|Year : 2018 | Volume
| Issue : 2 | Page : 99-103
|The effect of expiration date on mechanical properties of resin composites
Joseph Sabbagh1, Fidele Nabbout2, Edgard Jabbour1, Gaetane Leloup3
1 Department of Restorative Dentistry and Endodontics, School of Dentistry, Lebanese University, Beirut, Lebanon
2 Department of Orthodontics, School of Dentistry, Lebanese University, Beirut, Lebanon
3 Center for Research and Engineering on Biomaterials, Université catholique de Louvain, Brussels, Belgium
|Date of Submission||14-Dec-2017|
|Date of Acceptance||05-Jan-2018|
|Date of Web Publication||09-Jan-2018|
Prof. Joseph Sabbagh
Department of Restorative Dentistry and Endodontics, School of Dentistry, Lebanese University, Beirut
Source of Support: None, Conflict of Interest: None
| Abstract|| |
Objective: The aim of this in vitro study is to evaluate the effect of expiration date on some mechanical properties of resin composites after controlled storage of syringes and compules in a refrigerator at 4°C.
Materials and Methods: Specimens were tested at 7 days after storage in distilled water at room temperature. The investigated properties are the static modulus of elasticity, the flexural strength, and the Vickers microhardness. Same batches of restorative materials were examined at baseline (at least 1 year before their expiration date) and 1 year after they expired.
Results: Paired t-test is used to compare the results between the two groups using StatView software (version 5.0) SAS Campus Drive Cary, North Carolina, USA. Except for the flexural strength, no statistical differences were found between the mechanical properties of the expired and the unexpired group.
Conclusion: The 1-year expiry date did not seem to affect the investigated mechanical properties.

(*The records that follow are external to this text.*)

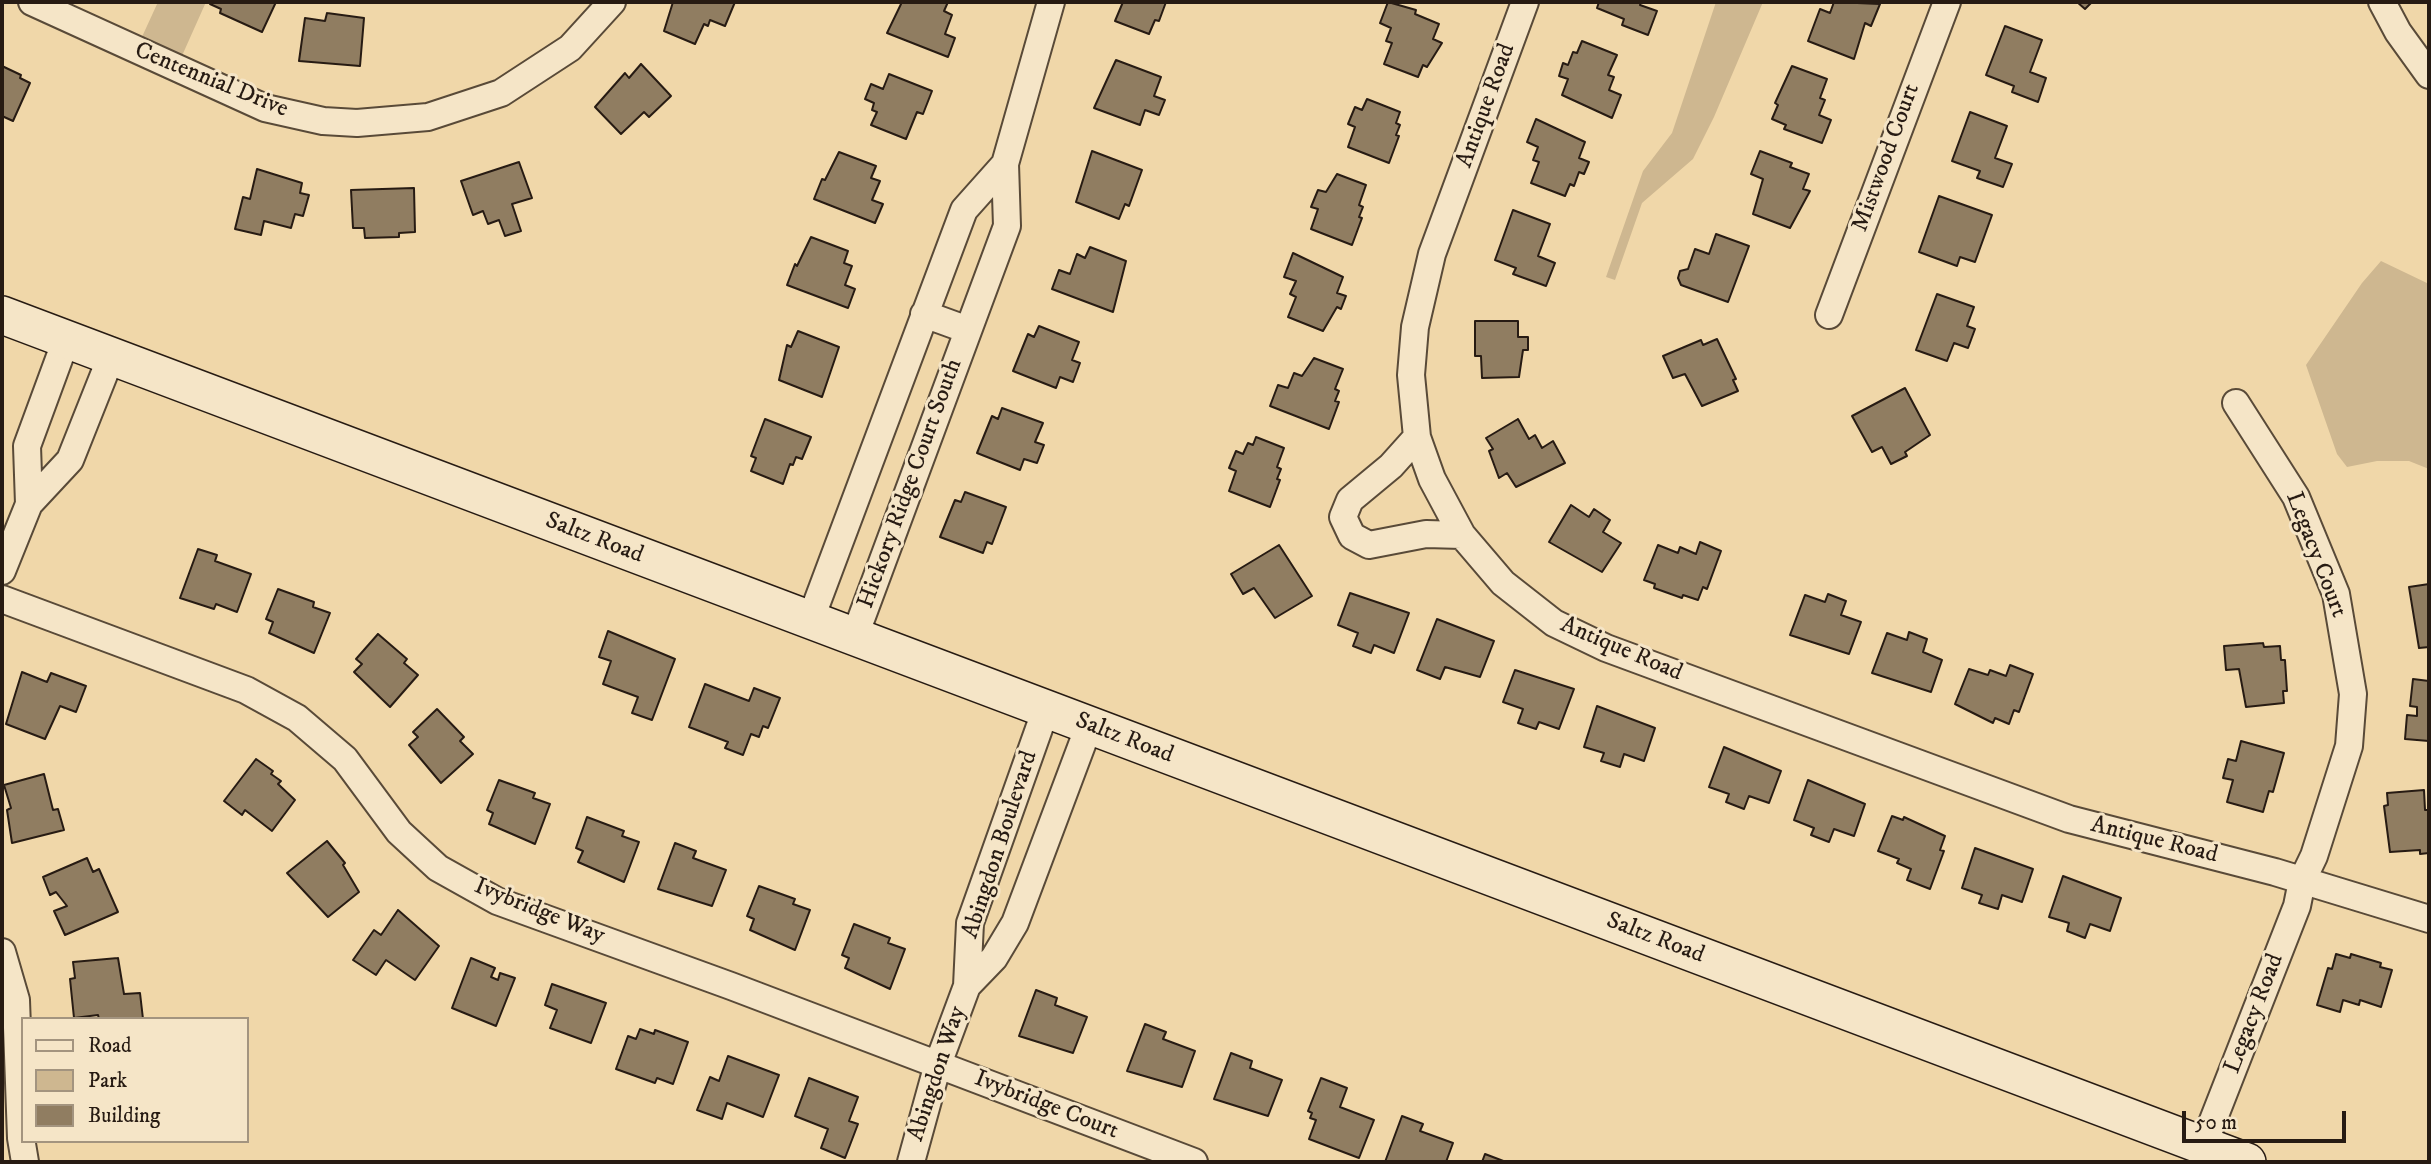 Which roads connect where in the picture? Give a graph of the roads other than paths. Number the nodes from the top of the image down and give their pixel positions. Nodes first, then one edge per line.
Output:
1 (32, 2) edge
2 (612, 2) edge
3 (1051, 2) edge
4 (1525, 2) edge
5 (1947, 2) edge
6 (2382, 2) edge
7 (2429, 75) edge
8 (1005, 164) junction
9 (924, 314) junction
10 (1829, 314) dead end
11 (2, 316) edge
12 (968, 330) junction
13 (66, 340) junction
14 (111, 357) junction
15 (2236, 403) dead end
16 (1417, 437) junction
17 (29, 504) junction
18 (1462, 535) junction
19 (2, 570) edge
20 (2, 599) edge
21 (810, 621) junction
22 (854, 638) junction
23 (1046, 709) junction
24 (1089, 726) junction
25 (2302, 881) junction
26 (2429, 919) edge
27 (2, 952) edge
28 (967, 986) junction
29 (938, 1064) junction
30 (21, 1138) edge
31 (22, 1143) edge
32 (2203, 1146) junction
33 (25, 1162) edge
34 (911, 1162) edge
35 (1194, 1162) edge
36 (2247, 1162) edge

Keywords: Expiration date, mechanical properties, resin composites, water storage
|How to cite this article:|
Sabbagh J, Nabbout F, Jabbour E, Leloup G. The effect of expiration date on mechanical properties of resin composites. J Int Soc Prevent Communit Dent 2018;8:99-103
|How to cite this URL:|
Sabbagh J, Nabbout F, Jabbour E, Leloup G. The effect of expiration date on mechanical properties of resin composites. J Int Soc Prevent Communit Dent [serial online] 2018 [cited 2020 May 31];8:99-103. Available from: http://www.jispcd.org/text.asp?2018/8/2/99/222805
| Introduction|| |
Restorative composites are essentially polymeric materials, and their in vitro and in vivo performance is associated to the chemical structural configuration and its rate of degradation and time. The degradation process of resin composites is complex and includes many aspects. Two majors forms can be observed: intraoral degradation (mechanical, physical, or chemical) and extraoral degradation due to the storage of the material and its shelf life. Many materials used in dentistry are perishable and have specific storage requirements to maintain optimum properties and maximize their shelf life.
The degradation may be mainly chemical where a combination of effects arises from oxidative chain scission, oxidation hydrolysis, changes in crystallinity, and other factors that may be dependent on the environmental storage.
When a dentist purchases a syringe of composite, three important informations are printed on the box: the batch number, the expiration date, and the storage conditions. Most of direct composite restoratives have a limited shelf life. According to the ANSI, the shelf life of a material is the length of time (from the date of manufacture) where a material retains the physical and mechanical properties necessary to accomplish its prescribed purpose.
Dental materials are kept for long periods between different usage on a shelf or in the refrigerator. Consequently, during this out-of-use period, the material's constituents must not separate or evaporate, nor react together, neither degrade.
Resin-based materials must be stored properly to maintain maximum effectiveness. Usually, a temperature between 4°C and 20°C is recommended. However, as storage conditions of resin composite may vary according to the geographical and climatic conditions (sun exposure and humidity) of the country, most of the dental manufacturers recommend a refrigerated storage of resin composites.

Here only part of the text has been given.